The Human Resource Development (HRD) ministry has prepared a draft Act to replace the University Grants Commission with a new regulator for higher education in the country in an effort to improve academic standards and crack down on bogus institutions, as per the draft released by the ministry on Wednesday.
The new Higher Education Commission of India will focus solely on academic matters. Monetary grants would be the purview of the ministry, according to the draft of the law that has been seen by Hindustan Times.
The Act will be called the Higher Education Commission of India (HECI) Act, 2018 (Repeal of University Grants Commission Act).

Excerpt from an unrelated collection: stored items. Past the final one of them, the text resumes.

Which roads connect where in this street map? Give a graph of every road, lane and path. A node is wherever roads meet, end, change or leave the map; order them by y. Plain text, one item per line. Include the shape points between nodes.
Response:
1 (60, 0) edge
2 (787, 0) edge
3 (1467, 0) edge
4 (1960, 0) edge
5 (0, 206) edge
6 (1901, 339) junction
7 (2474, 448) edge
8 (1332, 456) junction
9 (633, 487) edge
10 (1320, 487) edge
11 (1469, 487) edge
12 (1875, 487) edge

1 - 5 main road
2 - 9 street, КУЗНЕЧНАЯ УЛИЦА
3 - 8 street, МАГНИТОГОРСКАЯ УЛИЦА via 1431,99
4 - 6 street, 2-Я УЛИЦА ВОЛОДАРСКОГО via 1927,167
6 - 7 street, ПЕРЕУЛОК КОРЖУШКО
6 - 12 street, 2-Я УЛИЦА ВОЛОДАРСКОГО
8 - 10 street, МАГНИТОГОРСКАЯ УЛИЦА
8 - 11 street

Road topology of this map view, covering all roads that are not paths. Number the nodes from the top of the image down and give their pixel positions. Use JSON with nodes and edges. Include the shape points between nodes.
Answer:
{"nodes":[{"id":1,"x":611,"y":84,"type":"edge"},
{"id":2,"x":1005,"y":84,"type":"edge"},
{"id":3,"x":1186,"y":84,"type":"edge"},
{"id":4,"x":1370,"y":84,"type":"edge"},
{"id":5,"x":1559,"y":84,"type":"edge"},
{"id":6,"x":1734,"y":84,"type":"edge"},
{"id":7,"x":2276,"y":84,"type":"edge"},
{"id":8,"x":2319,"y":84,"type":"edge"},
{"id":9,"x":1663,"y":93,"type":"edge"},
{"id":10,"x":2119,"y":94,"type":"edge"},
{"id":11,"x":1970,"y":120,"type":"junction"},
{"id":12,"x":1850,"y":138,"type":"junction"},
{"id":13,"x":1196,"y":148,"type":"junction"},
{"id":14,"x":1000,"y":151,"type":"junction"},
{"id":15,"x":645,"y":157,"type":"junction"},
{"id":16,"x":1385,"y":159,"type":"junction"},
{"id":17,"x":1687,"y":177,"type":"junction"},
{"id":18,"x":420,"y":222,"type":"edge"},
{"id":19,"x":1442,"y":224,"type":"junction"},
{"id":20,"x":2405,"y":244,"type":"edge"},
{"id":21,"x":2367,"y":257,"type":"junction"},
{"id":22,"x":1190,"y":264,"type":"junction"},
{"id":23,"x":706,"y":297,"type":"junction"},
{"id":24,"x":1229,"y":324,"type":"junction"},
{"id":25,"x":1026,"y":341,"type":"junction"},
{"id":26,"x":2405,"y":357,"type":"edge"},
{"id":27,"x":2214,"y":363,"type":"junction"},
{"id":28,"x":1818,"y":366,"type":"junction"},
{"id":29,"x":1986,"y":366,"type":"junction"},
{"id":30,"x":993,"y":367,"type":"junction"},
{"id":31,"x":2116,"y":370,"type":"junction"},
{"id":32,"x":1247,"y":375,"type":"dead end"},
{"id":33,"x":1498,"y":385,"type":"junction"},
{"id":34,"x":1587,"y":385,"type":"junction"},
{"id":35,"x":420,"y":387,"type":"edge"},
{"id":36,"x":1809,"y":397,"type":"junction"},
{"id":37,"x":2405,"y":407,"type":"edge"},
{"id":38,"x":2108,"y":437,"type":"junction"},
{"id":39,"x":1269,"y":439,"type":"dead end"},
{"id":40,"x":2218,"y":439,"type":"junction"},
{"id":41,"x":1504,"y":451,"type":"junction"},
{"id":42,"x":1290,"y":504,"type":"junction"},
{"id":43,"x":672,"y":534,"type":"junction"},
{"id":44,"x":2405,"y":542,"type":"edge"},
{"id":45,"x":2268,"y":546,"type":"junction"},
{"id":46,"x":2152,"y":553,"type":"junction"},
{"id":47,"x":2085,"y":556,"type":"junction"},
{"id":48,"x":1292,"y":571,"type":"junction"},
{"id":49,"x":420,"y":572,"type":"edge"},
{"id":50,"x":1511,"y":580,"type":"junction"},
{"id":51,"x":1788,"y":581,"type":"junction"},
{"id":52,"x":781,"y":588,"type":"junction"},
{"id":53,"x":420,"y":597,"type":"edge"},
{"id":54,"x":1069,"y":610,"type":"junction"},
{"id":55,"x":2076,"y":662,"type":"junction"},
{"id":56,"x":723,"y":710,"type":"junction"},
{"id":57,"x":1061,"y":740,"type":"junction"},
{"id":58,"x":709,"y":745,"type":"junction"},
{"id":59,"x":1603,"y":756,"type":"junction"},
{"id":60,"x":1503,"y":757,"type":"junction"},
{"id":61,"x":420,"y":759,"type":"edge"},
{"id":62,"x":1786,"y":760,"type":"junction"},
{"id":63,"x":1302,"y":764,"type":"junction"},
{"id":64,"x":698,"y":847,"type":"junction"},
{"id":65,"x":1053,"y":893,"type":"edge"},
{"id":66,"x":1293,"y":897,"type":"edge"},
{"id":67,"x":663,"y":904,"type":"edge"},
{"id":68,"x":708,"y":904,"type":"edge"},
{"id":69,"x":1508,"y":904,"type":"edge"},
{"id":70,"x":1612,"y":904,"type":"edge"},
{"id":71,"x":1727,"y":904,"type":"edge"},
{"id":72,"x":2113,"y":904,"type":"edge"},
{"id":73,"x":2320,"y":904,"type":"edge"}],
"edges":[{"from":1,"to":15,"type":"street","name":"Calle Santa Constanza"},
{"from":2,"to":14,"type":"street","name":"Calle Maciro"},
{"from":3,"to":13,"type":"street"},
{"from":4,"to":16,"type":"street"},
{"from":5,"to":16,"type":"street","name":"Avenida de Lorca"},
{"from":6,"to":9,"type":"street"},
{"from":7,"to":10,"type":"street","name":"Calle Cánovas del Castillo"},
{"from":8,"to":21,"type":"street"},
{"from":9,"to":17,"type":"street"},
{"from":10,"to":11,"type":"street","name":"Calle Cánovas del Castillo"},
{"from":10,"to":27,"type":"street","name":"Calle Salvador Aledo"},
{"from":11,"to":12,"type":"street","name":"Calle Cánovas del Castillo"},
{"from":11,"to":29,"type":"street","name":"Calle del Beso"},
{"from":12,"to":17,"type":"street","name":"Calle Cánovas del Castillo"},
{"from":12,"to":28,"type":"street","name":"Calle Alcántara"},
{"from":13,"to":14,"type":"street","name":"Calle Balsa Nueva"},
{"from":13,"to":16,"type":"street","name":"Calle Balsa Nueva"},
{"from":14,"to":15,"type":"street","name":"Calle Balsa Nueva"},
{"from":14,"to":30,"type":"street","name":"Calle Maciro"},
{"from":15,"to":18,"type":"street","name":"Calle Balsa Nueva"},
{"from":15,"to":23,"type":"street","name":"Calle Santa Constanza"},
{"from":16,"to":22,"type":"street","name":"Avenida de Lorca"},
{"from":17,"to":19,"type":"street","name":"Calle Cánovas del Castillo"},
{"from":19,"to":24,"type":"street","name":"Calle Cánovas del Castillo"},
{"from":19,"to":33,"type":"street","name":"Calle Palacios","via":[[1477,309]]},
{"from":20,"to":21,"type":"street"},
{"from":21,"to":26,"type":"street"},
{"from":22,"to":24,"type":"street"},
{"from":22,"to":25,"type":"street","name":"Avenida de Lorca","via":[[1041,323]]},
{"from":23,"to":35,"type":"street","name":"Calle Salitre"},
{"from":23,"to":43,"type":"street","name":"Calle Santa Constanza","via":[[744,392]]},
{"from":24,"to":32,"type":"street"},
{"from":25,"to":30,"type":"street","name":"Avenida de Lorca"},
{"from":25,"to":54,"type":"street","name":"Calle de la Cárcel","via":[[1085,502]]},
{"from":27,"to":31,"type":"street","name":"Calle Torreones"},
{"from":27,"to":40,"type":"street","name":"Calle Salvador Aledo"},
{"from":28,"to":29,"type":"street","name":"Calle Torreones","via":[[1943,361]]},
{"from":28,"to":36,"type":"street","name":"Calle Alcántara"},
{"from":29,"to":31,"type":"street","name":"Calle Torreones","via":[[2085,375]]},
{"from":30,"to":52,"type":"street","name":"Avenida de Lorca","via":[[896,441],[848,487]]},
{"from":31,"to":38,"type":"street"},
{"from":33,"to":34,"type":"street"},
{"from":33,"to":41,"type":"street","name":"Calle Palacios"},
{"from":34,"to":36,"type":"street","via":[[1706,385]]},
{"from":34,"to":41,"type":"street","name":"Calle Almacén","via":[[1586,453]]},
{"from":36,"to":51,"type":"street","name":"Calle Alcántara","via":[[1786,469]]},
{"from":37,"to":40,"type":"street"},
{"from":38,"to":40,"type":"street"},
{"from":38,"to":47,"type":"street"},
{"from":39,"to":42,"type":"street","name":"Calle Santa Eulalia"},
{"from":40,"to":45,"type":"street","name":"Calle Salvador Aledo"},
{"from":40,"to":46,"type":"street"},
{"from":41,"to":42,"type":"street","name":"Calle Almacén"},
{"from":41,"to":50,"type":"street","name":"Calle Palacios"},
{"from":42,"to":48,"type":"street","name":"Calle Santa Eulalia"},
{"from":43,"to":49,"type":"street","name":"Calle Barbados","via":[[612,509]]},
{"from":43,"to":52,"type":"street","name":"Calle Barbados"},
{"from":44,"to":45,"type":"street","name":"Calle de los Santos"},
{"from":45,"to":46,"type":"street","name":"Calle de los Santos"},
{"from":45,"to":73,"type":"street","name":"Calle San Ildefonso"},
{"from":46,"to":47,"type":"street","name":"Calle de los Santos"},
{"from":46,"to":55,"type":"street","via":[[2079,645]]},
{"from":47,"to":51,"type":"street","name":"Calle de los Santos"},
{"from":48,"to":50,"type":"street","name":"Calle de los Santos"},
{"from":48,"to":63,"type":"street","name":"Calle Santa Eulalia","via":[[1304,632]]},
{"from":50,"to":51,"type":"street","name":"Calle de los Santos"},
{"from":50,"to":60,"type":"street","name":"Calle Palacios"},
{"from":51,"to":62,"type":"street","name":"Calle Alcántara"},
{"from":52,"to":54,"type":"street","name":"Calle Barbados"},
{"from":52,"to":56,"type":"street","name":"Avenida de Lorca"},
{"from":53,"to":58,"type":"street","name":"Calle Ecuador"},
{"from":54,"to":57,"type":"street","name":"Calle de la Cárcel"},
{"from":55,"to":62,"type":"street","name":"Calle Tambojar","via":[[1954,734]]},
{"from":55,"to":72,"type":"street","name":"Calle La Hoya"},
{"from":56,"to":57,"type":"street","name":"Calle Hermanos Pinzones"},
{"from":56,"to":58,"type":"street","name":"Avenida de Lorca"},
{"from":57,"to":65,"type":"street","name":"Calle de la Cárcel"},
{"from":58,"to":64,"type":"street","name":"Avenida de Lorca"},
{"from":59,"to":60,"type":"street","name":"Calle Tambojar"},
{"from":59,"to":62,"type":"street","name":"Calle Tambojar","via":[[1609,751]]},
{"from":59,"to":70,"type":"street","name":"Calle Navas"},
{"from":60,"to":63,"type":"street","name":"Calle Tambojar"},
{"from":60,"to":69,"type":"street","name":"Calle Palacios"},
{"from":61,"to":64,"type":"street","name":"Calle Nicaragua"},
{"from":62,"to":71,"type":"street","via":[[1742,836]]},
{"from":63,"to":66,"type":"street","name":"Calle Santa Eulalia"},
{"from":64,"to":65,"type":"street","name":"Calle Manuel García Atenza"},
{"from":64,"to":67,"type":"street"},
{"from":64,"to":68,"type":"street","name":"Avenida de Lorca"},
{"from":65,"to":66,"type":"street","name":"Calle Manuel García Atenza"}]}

Under the new law, for the first time, the country’s apex regulator of higher education institutions will have the powers to enforce academic standards, order the closure of sub-standard and bogus institutions, even levy fines. Currently, UGC releases the names of bogus institutions on its website to warn the public, but cannot take any action against them.
The Act will have powers to revoke authorization to grant degrees in case the standards are not maintained. And in case, an institution disregards HECI’s order on a penalty or closure, the administrators could face criminal prosecution, resulting in a jail sentence up to three years.
As per the draft, all universities including state-owned ones will have to get authorization from HECI for granting degrees, and also fulfil conditions regarding academic curricula and infrastructure for this. “This will do away with substandard universities which are operating from one or two rooms in some parts of the country,” said R Subrahmanyam, secretary, higher education, HRD ministry.
The draft has also made accreditation mandatory for all institutions; those with failing to do so by 2022 face the threat of closure.
HRD minister Prakash Javadekar has asked all educationists, stakeholders and the general public to give comments and suggestions before 5 pm on July 7 on the draft , which has been released on the ministry’s website.
The new Act is likely to be tabled in Parliament during the monsoon session which begins on July 18.
The government was earlier planning a single regulator to replace the regulators for technical education, teacher training and the UGC. However, it has since decided to strengthen the higher education regulator.
“The current commission remains preoccupied with disbursing funds to institutes and is unable to concentrate on other key areas such as mentoring institutes, focusing on research to be undertaken and other quality measures required in the sector,” said Subrahmanyam. The new commission will be tasked with specifying learning outcomes for higher education courses, and prescribe standards of teaching, assessment, and research, according to the draft.
The UGC has been criticised in the past, especially for what has been seen as its restrictive regime. The Professor Yash Pal committee, in 2009, recommended an education regulator to rid the higher education sector of red tape.
“The UGC has had many shortcomings that have impeded implementation of good policies in the realm of higher education. It is evident that this bill has been designed to try and overcome these shortcomings of the UGC. However, much will depend on the kind of people who will man this authority,” said Dinesh Singh, a former Delhi University vice chancellor.